Input: s = "aabaaab", k = 2
Output: 7
Explanation: The entire string "aabaaab" has exactly 2 unique characters 'a' and 'b',
making it the longest valid substring.

🔒 Constraints

• $1 \le \text{s.size()} \le 10^5$

• $1 \le k \le 26$

✅ My Approach

The optimal approach uses the Sliding Window technique with a Frequency Array to efficiently track distinct characters and their frequencies:

Sliding Window + Frequency Array

1. Initialize Variables:

   • Use two pointers: i (start of window) and j (end of window).

   • Maintain a frequency array fre[26] to store frequency of each character in current window.

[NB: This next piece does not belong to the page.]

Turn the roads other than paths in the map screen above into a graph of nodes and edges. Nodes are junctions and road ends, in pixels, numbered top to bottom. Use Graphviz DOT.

   • Track cnt to count distinct characters and maxi to store the result.

2. Expand Window:

   • Move j pointer and increment frequency of s[j].

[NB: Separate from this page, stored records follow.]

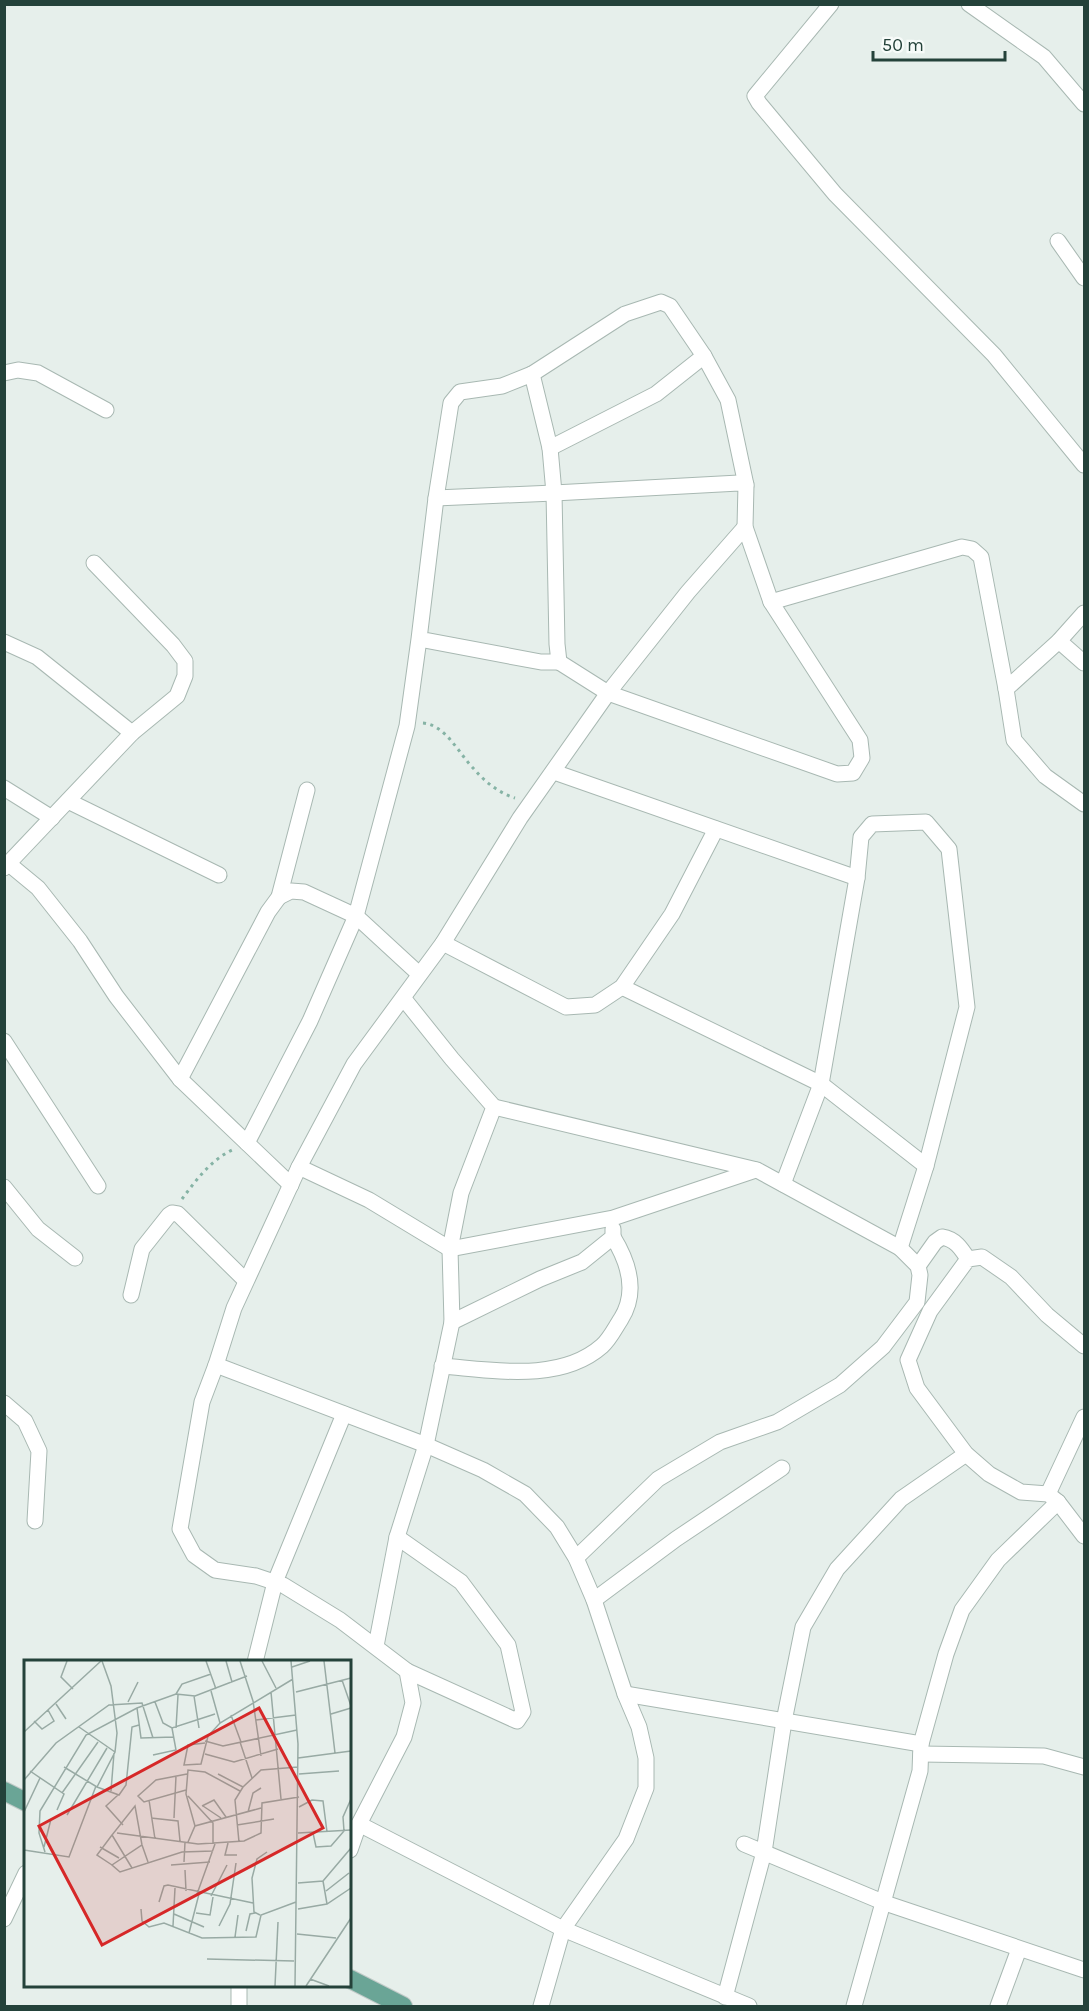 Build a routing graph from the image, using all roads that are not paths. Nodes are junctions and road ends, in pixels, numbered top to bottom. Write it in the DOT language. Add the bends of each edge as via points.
graph roads {
  1 [pos="831,4"];
  2 [pos="969,4"];
  3 [pos="1084,104"];
  4 [pos="1058,241"];
  5 [pos="1084,278"];
  6 [pos="704,356"];
  7 [pos="4,373"];
  8 [pos="532,374"];
  9 [pos="106,410"];
  10 [pos="550,448"];
  11 [pos="1084,465"];
  12 [pos="746,485"];
  13 [pos="555,494"];
  14 [pos="436,498"];
  15 [pos="745,527"];
  16 [pos="94,563"];
  17 [pos="771,602"];
  18 [pos="1084,613"];
  19 [pos="419,639"];
  20 [pos="1059,641"];
  21 [pos="4,642"];
  22 [pos="559,662"];
  23 [pos="1084,663"];
  24 [pos="1006,689"];
  25 [pos="608,693"];
  26 [pos="132,733"];
  27 [pos="554,772"];
  28 [pos="4,788"];
  29 [pos="307,790"];
  30 [pos="68,801"];
  31 [pos="1084,804"];
  32 [pos="52,818"];
  33 [pos="716,829"];
  34 [pos="7,866"];
  35 [pos="219,875"];
  36 [pos="857,879"];
  37 [pos="279,897"];
  38 [pos="356,916"];
  39 [pos="443,943"];
  40 [pos="419,974"];
  41 [pos="622,987"];
  42 [pos="404,999"];
  43 [pos="4,1041"];
  44 [pos="180,1079"];
  45 [pos="821,1084"];
  46 [pos="494,1107"];
  47 [pos="247,1143"];
  48 [pos="926,1166"];
  49 [pos="299,1167"];
  50 [pos="757,1170"];
  51 [pos="783,1184"];
  52 [pos="291,1185"];
  53 [pos="98,1186"];
  54 [pos="4,1187"];
  55 [pos="613,1218"];
  56 [pos="614,1237"];
  57 [pos="900,1248"];
  58 [pos="450,1249"];
  59 [pos="75,1258"];
  60 [pos="968,1259"];
  61 [pos="918,1266"];
  62 [pos="246,1281"];
  63 [pos="130,1295"];
  64 [pos="452,1322"];
  65 [pos="1084,1347"];
  66 [pos="216,1365"];
  67 [pos="442,1366"];
  68 [pos="4,1403"];
  69 [pos="344,1414"];
  70 [pos="1084,1417"];
  71 [pos="426,1445"];
  72 [pos="966,1454"];
  73 [pos="782,1468"];
  74 [pos="1053,1498"];
  75 [pos="35,1521"];
  76 [pos="1084,1536"];
  77 [pos="397,1537"];
  78 [pos="576,1558"];
  79 [pos="275,1582"];
  80 [pos="594,1600"];
  81 [pos="376,1646"];
  82 [pos="256,1660"];
  83 [pos="407,1671"];
  84 [pos="625,1694"];
  85 [pos="784,1721"];
  86 [pos="921,1749"];
  87 [pos="1084,1767"];
  88 [pos="4,1791"];
  89 [pos="24,1801"];
  90 [pos="359,1824"];
  91 [pos="744,1844"];
  92 [pos="351,1847"];
  93 [pos="764,1852"];
  94 [pos="24,1877"];
  95 [pos="885,1903"];
  96 [pos="4,1919"];
  97 [pos="563,1929"];
  98 [pos="1019,1949"];
  99 [pos="1084,1970"];
  100 [pos="351,1980"];
  101 [pos="239,1987"];
  102 [pos="726,1997"];
  103 [pos="239,2007"];
  104 [pos="403,2007"];
  105 [pos="541,2007"];
  106 [pos="749,2007"];
  107 [pos="854,2007"];
  108 [pos="998,2007"];
  1 -- 11 [label="street" via="755,96 835,194 994,355"];
  2 -- 3 [label="street" via="1044,57"];
  4 -- 5 [label="street"];
  6 -- 8 [label="street" via="670,306 662,302 625,314"];
  6 -- 10 [label="street" via="656,394"];
  6 -- 12 [label="street" via="728,400"];
  7 -- 9 [label="street" via="38,373"];
  8 -- 10 [label="street"];
  8 -- 14 [label="street" via="455,397"];
  10 -- 13 [label="street"];
  12 -- 13 [label="street"];
  12 -- 15 [label="street"];
  13 -- 14 [label="street"];
  13 -- 22 [label="street"];
  14 -- 19 [label="street"];
  15 -- 17 [label="street"];
  15 -- 25 [label="street"];
  16 -- 26 [label="street" via="186,661 177,696"];
  17 -- 24 [label="street" via="962,547 972,549 981,557"];
  17 -- 25 [label="street" via="860,740 862,758 853,773 837,774"];
  18 -- 20 [label="street"];
  19 -- 22 [label="street"];
  19 -- 38 [label="street" via="406,726"];
  20 -- 23 [label="street"];
  20 -- 24 [label="street"];
  21 -- 26 [label="street" via="38,657"];
  22 -- 25 [label="street"];
  24 -- 31 [label="street" via="1014,740 1045,776"];
  25 -- 27 [label="street"];
  26 -- 30 [label="street"];
  27 -- 33 [label="street"];
  27 -- 39 [label="street"];
  28 -- 32 [label="street"];
  29 -- 37 [label="street"];
  30 -- 32 [label="street"];
  30 -- 35 [label="street"];
  32 -- 34 [label="street"];
  33 -- 36 [label="street"];
  33 -- 41 [label="street" via="672,914"];
  34 -- 44 [label="street" via="38,888"];
  36 -- 45 [label="street"];
  36 -- 48 [label="street" via="861,837 872,824 926,822 949,849 967,1006"];
  37 -- 38 [label="street" via="291,891 304,892"];
  37 -- 44 [label="street"];
  38 -- 40 [label="street"];
  38 -- 47 [label="street" via="310,1021"];
  39 -- 40 [label="street"];
  39 -- 41 [label="street" via="566,1007 595,1005"];
  40 -- 42 [label="street"];
  41 -- 45 [label="street"];
  42 -- 46 [label="street"];
  42 -- 49 [label="street" via="354,1064"];
  43 -- 53 [label="street"];
  44 -- 47 [label="street"];
  45 -- 48 [label="street"];
  45 -- 51 [label="street"];
  46 -- 50 [label="street"];
  46 -- 58 [label="street" via="460,1193"];
  47 -- 52 [label="street"];
  48 -- 57 [label="street"];
  49 -- 52 [label="street"];
  49 -- 58 [label="street" via="369,1200"];
  50 -- 51 [label="street"];
  50 -- 55 [label="street"];
  51 -- 57 [label="street"];
  52 -- 62 [label="street"];
  54 -- 59 [label="street" via="38,1229"];
  55 -- 56 [label="street"];
  55 -- 58 [label="street"];
  56 -- 64 [label="street" via="582,1262"];
  56 -- 67 [label="street" via="631,1279 627,1310 604,1345 580,1362 527,1373"];
  57 -- 61 [label="street"];
  58 -- 64 [label="street"];
  60 -- 61 [label="street" via="950,1238 942,1237"];
  60 -- 65 [label="street" via="982,1257 1011,1277"];
  60 -- 72 [label="street" via="930,1311 908,1360 917,1388"];
  61 -- 78 [label="street" via="916,1302 883,1347 840,1385 777,1422 720,1442 658,1479"];
  62 -- 63 [label="street" via="178,1214 172,1213 142,1249"];
  62 -- 66 [label="street"];
  64 -- 67 [label="street"];
  66 -- 69 [label="street"];
  66 -- 79 [label="street" via="202,1402 180,1529 194,1555 215,1570"];
  67 -- 71 [label="street"];
  68 -- 75 [label="street" via="25,1421 39,1451"];
  69 -- 71 [label="street"];
  69 -- 79 [label="street"];
  70 -- 74 [label="street"];
  71 -- 77 [label="street"];
  71 -- 78 [label="street" via="525,1494 557,1527"];
  72 -- 74 [label="street" via="989,1474 1021,1492"];
  72 -- 85 [label="street" via="901,1499 837,1569 804,1627"];
  73 -- 80 [label="street"];
  74 -- 76 [label="street"];
  74 -- 86 [label="street" via="998,1560 962,1610"];
  77 -- 81 [label="street"];
  77 -- 83 [label="street" via="461,1582 508,1645 523,1712 517,1721"];
  78 -- 80 [label="street"];
  79 -- 81 [label="street" via="311,1601"];
  79 -- 82 [label="street"];
  80 -- 84 [label="street"];
  81 -- 83 [label="street"];
  83 -- 90 [label="street" via="413,1702 404,1737"];
  84 -- 85 [label="street"];
  84 -- 97 [label="street" via="639,1727 646,1758 646,1788 626,1839"];
  85 -- 86 [label="street"];
  85 -- 93 [label="street"];
  86 -- 87 [label="street" via="1044,1756"];
  86 -- 95 [label="street" via="920,1771"];
  88 -- 89 [label="main road"];
  90 -- 92 [label="street"];
  90 -- 97 [label="street"];
  91 -- 93 [label="street"];
  93 -- 95 [label="street"];
  93 -- 102 [label="street"];
  94 -- 96 [label="street"];
  95 -- 98 [label="street"];
  95 -- 107 [label="street"];
  97 -- 102 [label="street"];
  97 -- 105 [label="street"];
  98 -- 99 [label="street"];
  98 -- 108 [label="street"];
  100 -- 104 [label="main road"];
  101 -- 103 [label="street"];
  102 -- 106 [label="street"];
}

   • If this is the first occurrence of s[j] (frequency was 0), increment cnt.

3. Contract Window:

   • If cnt exceeds k (more than k distinct characters), shrink window from left.

   • Decrement frequency of s[i] and if it becomes 0, decrement cnt.

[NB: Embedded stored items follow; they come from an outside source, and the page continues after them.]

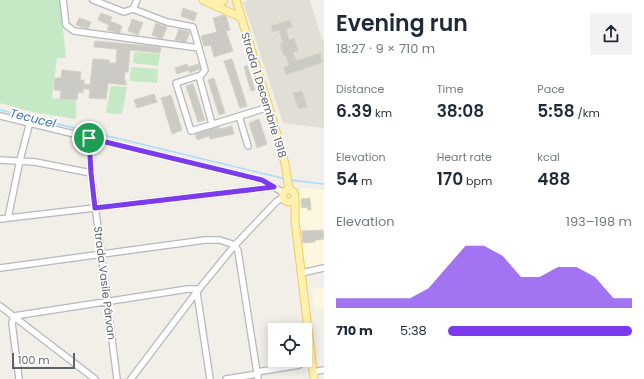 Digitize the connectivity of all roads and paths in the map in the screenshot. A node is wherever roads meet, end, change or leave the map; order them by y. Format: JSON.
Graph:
{"nodes":[{"id":1,"x":63,"y":0,"type":"edge"},
{"id":2,"x":93,"y":0,"type":"edge"},
{"id":3,"x":137,"y":0,"type":"edge"},
{"id":4,"x":224,"y":0,"type":"edge"},
{"id":5,"x":205,"y":1,"type":"edge"},
{"id":6,"x":238,"y":1,"type":"edge"},
{"id":7,"x":133,"y":9,"type":"junction"},
{"id":8,"x":240,"y":17,"type":"junction"},
{"id":9,"x":199,"y":48,"type":"junction"},
{"id":10,"x":198,"y":76,"type":"junction"},
{"id":11,"x":269,"y":107,"type":"junction"},
{"id":12,"x":0,"y":116,"type":"edge"},
{"id":13,"x":239,"y":116,"type":"junction"},
{"id":14,"x":30,"y":122,"type":"junction"},
{"id":15,"x":212,"y":124,"type":"junction"},
{"id":16,"x":89,"y":138,"type":"junction"},
{"id":17,"x":248,"y":146,"type":"dead end"},
{"id":18,"x":0,"y":160,"type":"edge"},
{"id":19,"x":20,"y":160,"type":"junction"},
{"id":20,"x":91,"y":173,"type":"junction"},
{"id":21,"x":274,"y":187,"type":"junction"},
{"id":22,"x":286,"y":193,"type":"junction"},
{"id":23,"x":95,"y":208,"type":"junction"},
{"id":24,"x":8,"y":218,"type":"junction"},
{"id":25,"x":0,"y":219,"type":"edge"},
{"id":26,"x":295,"y":221,"type":"junction"},
{"id":27,"x":236,"y":245,"type":"junction"},
{"id":28,"x":101,"y":255,"type":"junction"},
{"id":29,"x":0,"y":268,"type":"edge"},
{"id":30,"x":324,"y":268,"type":"edge"},
{"id":31,"x":301,"y":273,"type":"junction"},
{"id":32,"x":198,"y":291,"type":"junction"},
{"id":33,"x":107,"y":302,"type":"junction"},
{"id":34,"x":0,"y":306,"type":"edge"},
{"id":35,"x":14,"y":316,"type":"junction"},
{"id":36,"x":292,"y":367,"type":"edge"},
{"id":37,"x":324,"y":370,"type":"edge"},
{"id":38,"x":258,"y":375,"type":"edge"},
{"id":39,"x":314,"y":376,"type":"edge"},
{"id":40,"x":19,"y":379,"type":"edge"},
{"id":41,"x":95,"y":379,"type":"edge"},
{"id":42,"x":117,"y":379,"type":"edge"},
{"id":43,"x":131,"y":379,"type":"edge"},
{"id":44,"x":210,"y":379,"type":"edge"},
{"id":45,"x":226,"y":379,"type":"edge"}],
"edges":[{"from":1,"to":9,"type":"street"},
{"from":2,"to":7,"type":"street"},
{"from":3,"to":7,"type":"street"},
{"from":4,"to":5,"type":"main road"},
{"from":5,"to":8,"type":"main road"},
{"from":6,"to":8,"type":"main road","name":"Strada 1 Decembrie 1918"},
{"from":7,"to":9,"type":"street"},
{"from":8,"to":11,"type":"main road","name":"Strada 1 Decembrie 1918"},
{"from":9,"to":10,"type":"street"},
{"from":10,"to":15,"type":"street"},
{"from":10,"to":15,"type":"street"},
{"from":11,"to":13,"type":"street"},
{"from":11,"to":22,"type":"main road","name":"Strada 1 Decembrie 1918"},
{"from":12,"to":14,"type":"street"},
{"from":13,"to":15,"type":"street"},
{"from":13,"to":17,"type":"street"},
{"from":14,"to":16,"type":"street"},
{"from":14,"to":19,"type":"street"},
{"from":16,"to":20,"type":"street","name":"Strada Vasile Pârvan"},
{"from":16,"to":21,"type":"street"},
{"from":18,"to":19,"type":"street"},
{"from":19,"to":20,"type":"street"},
{"from":19,"to":24,"type":"street"},
{"from":20,"to":23,"type":"street","name":"Strada Vasile Pârvan"},
{"from":21,"to":22,"type":"street"},
{"from":21,"to":23,"type":"street"},
{"from":22,"to":26,"type":"main road","name":"Strada 1 Decembrie 1918"},
{"from":22,"to":26,"type":"main road","name":"Strada 1 Decembrie 1918"},
{"from":22,"to":27,"type":"street"},
{"from":23,"to":24,"type":"street"},
{"from":23,"to":28,"type":"street","name":"Strada Vasile Pârvan"},
{"from":24,"to":25,"type":"street"},
{"from":26,"to":31,"type":"main road","name":"Strada 1 Decembrie 1918"},
{"from":27,"to":28,"type":"street"},
{"from":27,"to":32,"type":"street"},
{"from":27,"to":38,"type":"street"},
{"from":28,"to":29,"type":"street"},
{"from":28,"to":33,"type":"street","name":"Strada Vasile Pârvan"},
{"from":30,"to":31,"type":"street"},
{"from":31,"to":39,"type":"main road","name":"Strada 1 Decembrie 1918"},
{"from":32,"to":33,"type":"street"},
{"from":32,"to":43,"type":"street"},
{"from":32,"to":44,"type":"street"},
{"from":33,"to":35,"type":"street"},
{"from":33,"to":42,"type":"street","name":"Strada Vasile Pârvan"},
{"from":34,"to":35,"type":"street"},
{"from":35,"to":40,"type":"street"},
{"from":35,"to":41,"type":"street"},
{"from":36,"to":38,"type":"street"},
{"from":37,"to":39,"type":"street"},
{"from":38,"to":45,"type":"street"}]}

   • Move i pointer forward.

4. Update Result:

   • Only when cnt == k (exactly k distinct characters), update maxi with current window size.

5. Return Result:

   • Return maxi if found, otherwise return -1.

📝 Time and Auxiliary Space Complexity

• Expected Time Complexity: O(n), where n is the length of the string. Each character is visited at most twice (once by right pointer and once by left pointer).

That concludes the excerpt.